Stored data:
-.-.-
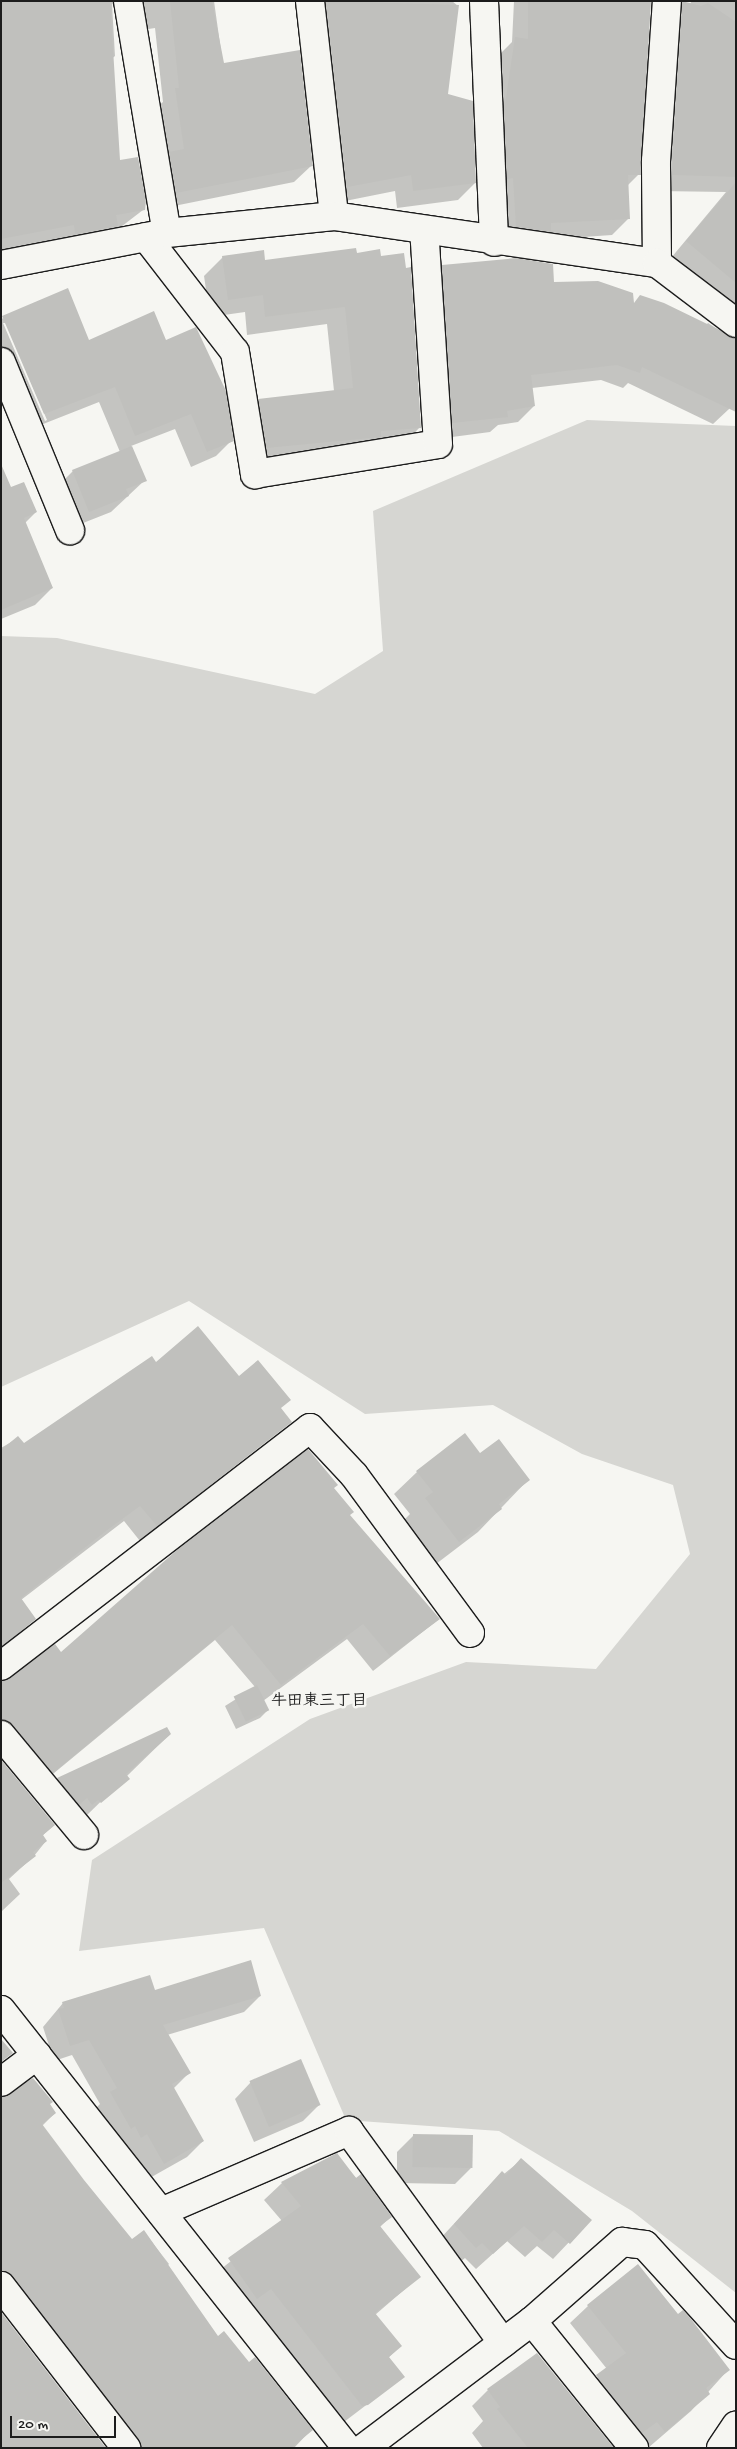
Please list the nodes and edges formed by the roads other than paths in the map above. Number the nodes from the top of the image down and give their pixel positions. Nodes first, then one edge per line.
1 (128, 1) edge
2 (310, 1) edge
3 (484, 1) edge
4 (667, 1) edge
5 (334, 216) junction
6 (424, 230) junction
7 (156, 235) junction
8 (494, 242) junction
9 (657, 263) junction
10 (1, 265) edge
11 (736, 323) edge
12 (1, 362) edge
13 (70, 530) dead end
14 (470, 1633) dead end
15 (1, 1666) edge
16 (1, 1735) edge
17 (84, 1835) dead end
18 (1, 2010) edge
19 (37, 2055) junction
20 (1, 2082) edge
21 (160, 2212) junction
22 (1, 2286) edge
23 (532, 2321) junction
24 (503, 2343) junction
25 (736, 2345) edge
26 (736, 2426) edge
27 (126, 2448) edge
28 (347, 2448) edge
29 (364, 2448) edge
30 (634, 2448) edge
31 (721, 2448) edge

1 - 7 street
2 - 5 street
3 - 8 street
4 - 9 street
5 - 6 street
5 - 7 street
6 - 7 street
6 - 8 street
7 - 10 street
8 - 9 street
9 - 11 street
12 - 13 street
14 - 15 street
16 - 17 street
18 - 19 street
19 - 20 street
19 - 21 street
21 - 24 street
21 - 28 street
22 - 27 street
23 - 24 street
23 - 25 street
23 - 30 street
24 - 29 street
26 - 31 street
-.-.-
Starting with the top line, write out all the data above exactly; keep the pictures out.

Please list the nodes and edges formed by the roads other than paths in the map above. Number the nodes from the top of the image down and give their pixel positions. Nodes first, then one edge per line.
1 (128, 1) edge
2 (310, 1) edge
3 (484, 1) edge
4 (667, 1) edge
5 (334, 216) junction
6 (424, 230) junction
7 (156, 235) junction
8 (494, 242) junction
9 (657, 263) junction
10 (1, 265) edge
11 (736, 323) edge
12 (1, 362) edge
13 (70, 530) dead end
14 (470, 1633) dead end
15 (1, 1666) edge
16 (1, 1735) edge
17 (84, 1835) dead end
18 (1, 2010) edge
19 (37, 2055) junction
20 (1, 2082) edge
21 (160, 2212) junction
22 (1, 2286) edge
23 (532, 2321) junction
24 (503, 2343) junction
25 (736, 2345) edge
26 (736, 2426) edge
27 (126, 2448) edge
28 (347, 2448) edge
29 (364, 2448) edge
30 (634, 2448) edge
31 (721, 2448) edge

1 - 7 street
2 - 5 street
3 - 8 street
4 - 9 street
5 - 6 street
5 - 7 street
6 - 7 street
6 - 8 street
7 - 10 street
8 - 9 street
9 - 11 street
12 - 13 street
14 - 15 street
16 - 17 street
18 - 19 street
19 - 20 street
19 - 21 street
21 - 24 street
21 - 28 street
22 - 27 street
23 - 24 street
23 - 25 street
23 - 30 street
24 - 29 street
26 - 31 street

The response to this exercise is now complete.